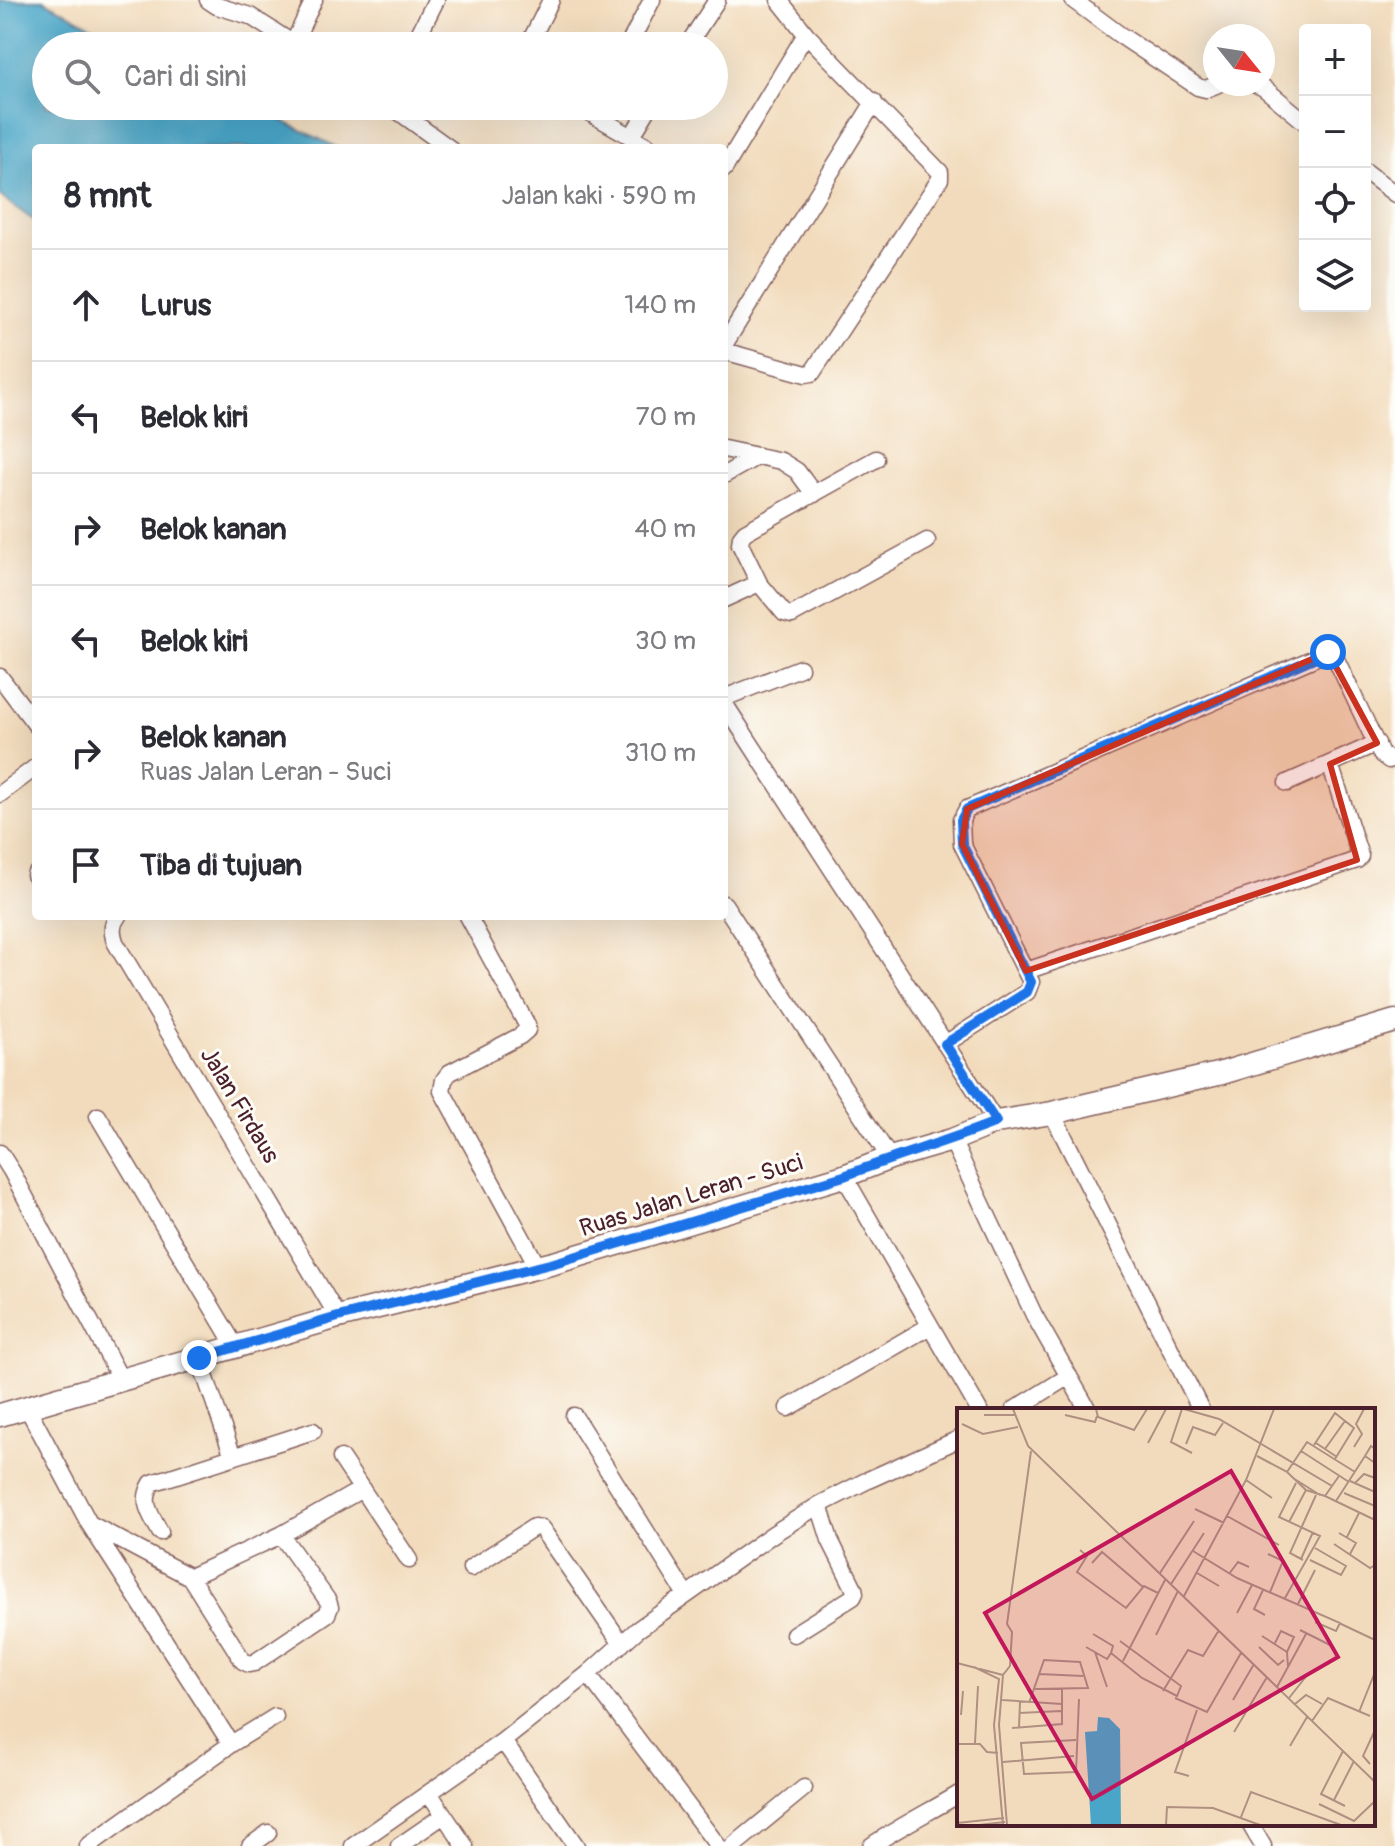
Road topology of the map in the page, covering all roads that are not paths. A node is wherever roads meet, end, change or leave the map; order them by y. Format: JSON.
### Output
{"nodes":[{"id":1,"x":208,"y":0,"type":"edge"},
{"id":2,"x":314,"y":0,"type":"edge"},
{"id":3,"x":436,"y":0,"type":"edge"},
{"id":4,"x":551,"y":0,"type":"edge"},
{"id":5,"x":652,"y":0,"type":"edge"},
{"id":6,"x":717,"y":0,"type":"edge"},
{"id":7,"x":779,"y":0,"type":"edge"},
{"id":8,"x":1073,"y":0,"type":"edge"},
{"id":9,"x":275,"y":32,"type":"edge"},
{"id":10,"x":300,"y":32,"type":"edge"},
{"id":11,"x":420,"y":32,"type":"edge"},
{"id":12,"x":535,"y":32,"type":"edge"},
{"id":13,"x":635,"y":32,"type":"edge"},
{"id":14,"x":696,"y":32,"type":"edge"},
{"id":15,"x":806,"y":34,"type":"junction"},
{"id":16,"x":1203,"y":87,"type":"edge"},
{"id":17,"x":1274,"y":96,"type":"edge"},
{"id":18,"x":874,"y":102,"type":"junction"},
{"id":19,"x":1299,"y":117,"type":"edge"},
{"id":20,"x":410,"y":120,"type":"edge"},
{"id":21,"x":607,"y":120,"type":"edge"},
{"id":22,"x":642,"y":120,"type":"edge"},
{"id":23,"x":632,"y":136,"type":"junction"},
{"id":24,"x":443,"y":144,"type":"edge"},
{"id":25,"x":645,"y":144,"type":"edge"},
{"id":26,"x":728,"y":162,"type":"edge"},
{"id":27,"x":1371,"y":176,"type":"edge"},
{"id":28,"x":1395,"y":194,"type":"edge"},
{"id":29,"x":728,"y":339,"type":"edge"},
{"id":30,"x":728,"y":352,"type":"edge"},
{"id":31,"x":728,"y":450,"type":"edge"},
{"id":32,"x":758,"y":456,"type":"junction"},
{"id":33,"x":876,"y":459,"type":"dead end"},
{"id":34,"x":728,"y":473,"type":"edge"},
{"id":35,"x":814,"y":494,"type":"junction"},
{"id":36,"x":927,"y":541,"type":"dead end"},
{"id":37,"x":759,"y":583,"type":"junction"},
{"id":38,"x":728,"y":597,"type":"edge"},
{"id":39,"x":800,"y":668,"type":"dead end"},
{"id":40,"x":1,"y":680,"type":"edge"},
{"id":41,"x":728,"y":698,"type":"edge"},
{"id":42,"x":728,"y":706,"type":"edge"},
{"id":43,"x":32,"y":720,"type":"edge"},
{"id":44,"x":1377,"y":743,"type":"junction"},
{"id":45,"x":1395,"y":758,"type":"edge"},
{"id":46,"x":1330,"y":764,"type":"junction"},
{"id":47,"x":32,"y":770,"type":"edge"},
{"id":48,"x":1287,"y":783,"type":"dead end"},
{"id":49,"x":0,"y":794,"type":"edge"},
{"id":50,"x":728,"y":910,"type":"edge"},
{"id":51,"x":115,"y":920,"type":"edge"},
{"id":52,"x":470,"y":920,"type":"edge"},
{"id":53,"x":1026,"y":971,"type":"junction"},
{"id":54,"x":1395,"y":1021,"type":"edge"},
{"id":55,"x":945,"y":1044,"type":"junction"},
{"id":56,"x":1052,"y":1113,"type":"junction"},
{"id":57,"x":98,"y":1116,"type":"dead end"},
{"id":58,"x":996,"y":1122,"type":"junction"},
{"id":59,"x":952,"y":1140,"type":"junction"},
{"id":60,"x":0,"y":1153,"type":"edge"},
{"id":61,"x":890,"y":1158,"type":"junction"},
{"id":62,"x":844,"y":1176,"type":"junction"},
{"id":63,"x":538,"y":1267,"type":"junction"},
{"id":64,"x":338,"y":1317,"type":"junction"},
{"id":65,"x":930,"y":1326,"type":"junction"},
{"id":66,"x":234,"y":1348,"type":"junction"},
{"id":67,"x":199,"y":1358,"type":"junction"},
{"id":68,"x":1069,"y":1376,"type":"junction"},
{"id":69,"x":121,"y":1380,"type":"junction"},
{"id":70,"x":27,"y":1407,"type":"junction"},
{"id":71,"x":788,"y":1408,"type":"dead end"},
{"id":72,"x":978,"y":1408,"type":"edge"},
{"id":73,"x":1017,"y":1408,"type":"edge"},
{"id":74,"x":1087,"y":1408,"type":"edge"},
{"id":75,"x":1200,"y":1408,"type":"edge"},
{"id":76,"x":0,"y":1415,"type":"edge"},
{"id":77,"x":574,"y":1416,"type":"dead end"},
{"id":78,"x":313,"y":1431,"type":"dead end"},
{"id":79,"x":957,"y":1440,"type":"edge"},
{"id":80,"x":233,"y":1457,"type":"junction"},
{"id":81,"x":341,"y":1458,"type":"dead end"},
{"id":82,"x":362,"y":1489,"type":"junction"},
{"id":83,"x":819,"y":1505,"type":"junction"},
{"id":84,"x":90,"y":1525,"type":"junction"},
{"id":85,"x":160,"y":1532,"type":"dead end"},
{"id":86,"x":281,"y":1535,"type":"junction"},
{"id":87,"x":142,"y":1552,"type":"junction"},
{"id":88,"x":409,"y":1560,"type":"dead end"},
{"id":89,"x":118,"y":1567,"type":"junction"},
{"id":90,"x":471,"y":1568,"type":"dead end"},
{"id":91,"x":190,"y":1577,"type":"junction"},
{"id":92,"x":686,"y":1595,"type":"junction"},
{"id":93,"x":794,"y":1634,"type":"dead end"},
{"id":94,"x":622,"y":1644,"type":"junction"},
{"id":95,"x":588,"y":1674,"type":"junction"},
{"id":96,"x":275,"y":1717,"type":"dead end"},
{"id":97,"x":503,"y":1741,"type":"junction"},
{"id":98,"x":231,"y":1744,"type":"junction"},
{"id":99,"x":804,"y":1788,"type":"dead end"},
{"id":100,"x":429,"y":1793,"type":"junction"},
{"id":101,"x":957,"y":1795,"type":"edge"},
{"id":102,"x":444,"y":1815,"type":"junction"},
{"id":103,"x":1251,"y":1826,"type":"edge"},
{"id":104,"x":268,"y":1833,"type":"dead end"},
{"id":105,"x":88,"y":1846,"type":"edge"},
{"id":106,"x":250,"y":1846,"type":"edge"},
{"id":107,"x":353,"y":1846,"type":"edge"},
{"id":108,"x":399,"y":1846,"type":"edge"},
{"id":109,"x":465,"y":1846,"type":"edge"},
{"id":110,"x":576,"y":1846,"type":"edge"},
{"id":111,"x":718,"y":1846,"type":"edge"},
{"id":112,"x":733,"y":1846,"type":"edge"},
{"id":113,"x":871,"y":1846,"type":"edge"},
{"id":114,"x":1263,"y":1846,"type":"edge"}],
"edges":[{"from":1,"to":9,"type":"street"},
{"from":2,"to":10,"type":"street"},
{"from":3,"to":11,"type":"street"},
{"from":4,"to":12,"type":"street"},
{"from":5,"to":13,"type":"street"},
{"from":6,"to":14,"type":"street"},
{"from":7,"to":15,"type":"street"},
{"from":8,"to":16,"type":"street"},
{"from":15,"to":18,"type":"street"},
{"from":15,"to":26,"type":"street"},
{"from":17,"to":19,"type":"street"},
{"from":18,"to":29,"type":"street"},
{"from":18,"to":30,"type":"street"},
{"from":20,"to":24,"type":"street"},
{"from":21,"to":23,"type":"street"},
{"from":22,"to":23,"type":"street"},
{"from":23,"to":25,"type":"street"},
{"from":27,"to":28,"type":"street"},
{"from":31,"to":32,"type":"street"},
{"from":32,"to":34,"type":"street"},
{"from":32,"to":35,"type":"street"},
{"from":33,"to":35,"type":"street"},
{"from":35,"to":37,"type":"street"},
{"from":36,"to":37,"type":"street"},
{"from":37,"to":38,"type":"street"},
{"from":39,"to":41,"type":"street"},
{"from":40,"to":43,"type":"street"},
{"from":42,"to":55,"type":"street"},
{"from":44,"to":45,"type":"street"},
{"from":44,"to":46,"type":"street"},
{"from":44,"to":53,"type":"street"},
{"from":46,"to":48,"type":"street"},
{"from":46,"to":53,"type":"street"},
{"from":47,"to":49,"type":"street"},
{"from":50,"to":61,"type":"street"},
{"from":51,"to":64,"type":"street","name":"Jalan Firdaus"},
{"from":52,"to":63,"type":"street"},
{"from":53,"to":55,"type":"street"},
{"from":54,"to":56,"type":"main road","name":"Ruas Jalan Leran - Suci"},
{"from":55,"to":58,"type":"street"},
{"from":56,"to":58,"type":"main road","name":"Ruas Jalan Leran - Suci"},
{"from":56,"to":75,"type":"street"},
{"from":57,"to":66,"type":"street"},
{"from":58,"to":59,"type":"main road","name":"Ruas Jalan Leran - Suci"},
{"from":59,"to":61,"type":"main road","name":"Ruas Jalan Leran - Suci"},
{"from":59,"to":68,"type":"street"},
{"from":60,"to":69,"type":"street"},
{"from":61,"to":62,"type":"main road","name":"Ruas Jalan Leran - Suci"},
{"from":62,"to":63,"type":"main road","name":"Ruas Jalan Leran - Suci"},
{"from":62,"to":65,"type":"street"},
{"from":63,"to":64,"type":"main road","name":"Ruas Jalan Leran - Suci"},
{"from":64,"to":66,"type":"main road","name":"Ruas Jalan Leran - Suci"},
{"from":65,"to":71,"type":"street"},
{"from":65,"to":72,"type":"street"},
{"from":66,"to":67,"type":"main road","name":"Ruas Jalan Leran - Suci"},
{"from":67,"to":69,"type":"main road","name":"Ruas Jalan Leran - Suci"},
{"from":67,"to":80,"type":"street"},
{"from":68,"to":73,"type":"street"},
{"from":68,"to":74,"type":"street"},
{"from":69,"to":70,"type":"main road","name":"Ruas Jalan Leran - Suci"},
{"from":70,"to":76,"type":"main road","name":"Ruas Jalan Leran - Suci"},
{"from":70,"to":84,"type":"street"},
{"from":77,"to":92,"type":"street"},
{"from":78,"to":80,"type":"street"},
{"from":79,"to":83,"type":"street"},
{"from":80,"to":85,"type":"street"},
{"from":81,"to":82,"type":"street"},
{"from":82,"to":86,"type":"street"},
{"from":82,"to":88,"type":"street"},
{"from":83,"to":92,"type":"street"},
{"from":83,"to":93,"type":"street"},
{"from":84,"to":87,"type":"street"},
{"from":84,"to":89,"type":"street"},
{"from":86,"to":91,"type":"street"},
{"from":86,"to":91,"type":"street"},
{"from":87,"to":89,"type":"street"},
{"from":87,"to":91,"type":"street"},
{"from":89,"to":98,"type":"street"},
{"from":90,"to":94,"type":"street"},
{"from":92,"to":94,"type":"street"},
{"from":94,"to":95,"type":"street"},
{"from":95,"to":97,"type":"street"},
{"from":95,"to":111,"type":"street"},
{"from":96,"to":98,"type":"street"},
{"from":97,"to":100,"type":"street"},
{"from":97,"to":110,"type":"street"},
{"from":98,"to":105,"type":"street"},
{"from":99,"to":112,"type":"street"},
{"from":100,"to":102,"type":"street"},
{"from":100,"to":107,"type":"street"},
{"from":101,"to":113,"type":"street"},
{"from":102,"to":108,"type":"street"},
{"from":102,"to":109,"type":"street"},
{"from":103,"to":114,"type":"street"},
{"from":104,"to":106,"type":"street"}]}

__________________________________________________

Exercise goal → Which lines in the listing have the string "Suci"? Pick them out and copy them.

Your solution →
{"from":54,"to":56,"type":"main road","name":"Ruas Jalan Leran - Suci"},
{"from":56,"to":58,"type":"main road","name":"Ruas Jalan Leran - Suci"},
{"from":58,"to":59,"type":"main road","name":"Ruas Jalan Leran - Suci"},
{"from":59,"to":61,"type":"main road","name":"Ruas Jalan Leran - Suci"},
{"from":61,"to":62,"type":"main road","name":"Ruas Jalan Leran - Suci"},
{"from":62,"to":63,"type":"main road","name":"Ruas Jalan Leran - Suci"},
{"from":63,"to":64,"type":"main road","name":"Ruas Jalan Leran - Suci"},
{"from":64,"to":66,"type":"main road","name":"Ruas Jalan Leran - Suci"},
{"from":66,"to":67,"type":"main road","name":"Ruas Jalan Leran - Suci"},
{"from":67,"to":69,"type":"main road","name":"Ruas Jalan Leran - Suci"},
{"from":69,"to":70,"type":"main road","name":"Ruas Jalan Leran - Suci"},
{"from":70,"to":76,"type":"main road","name":"Ruas Jalan Leran - Suci"},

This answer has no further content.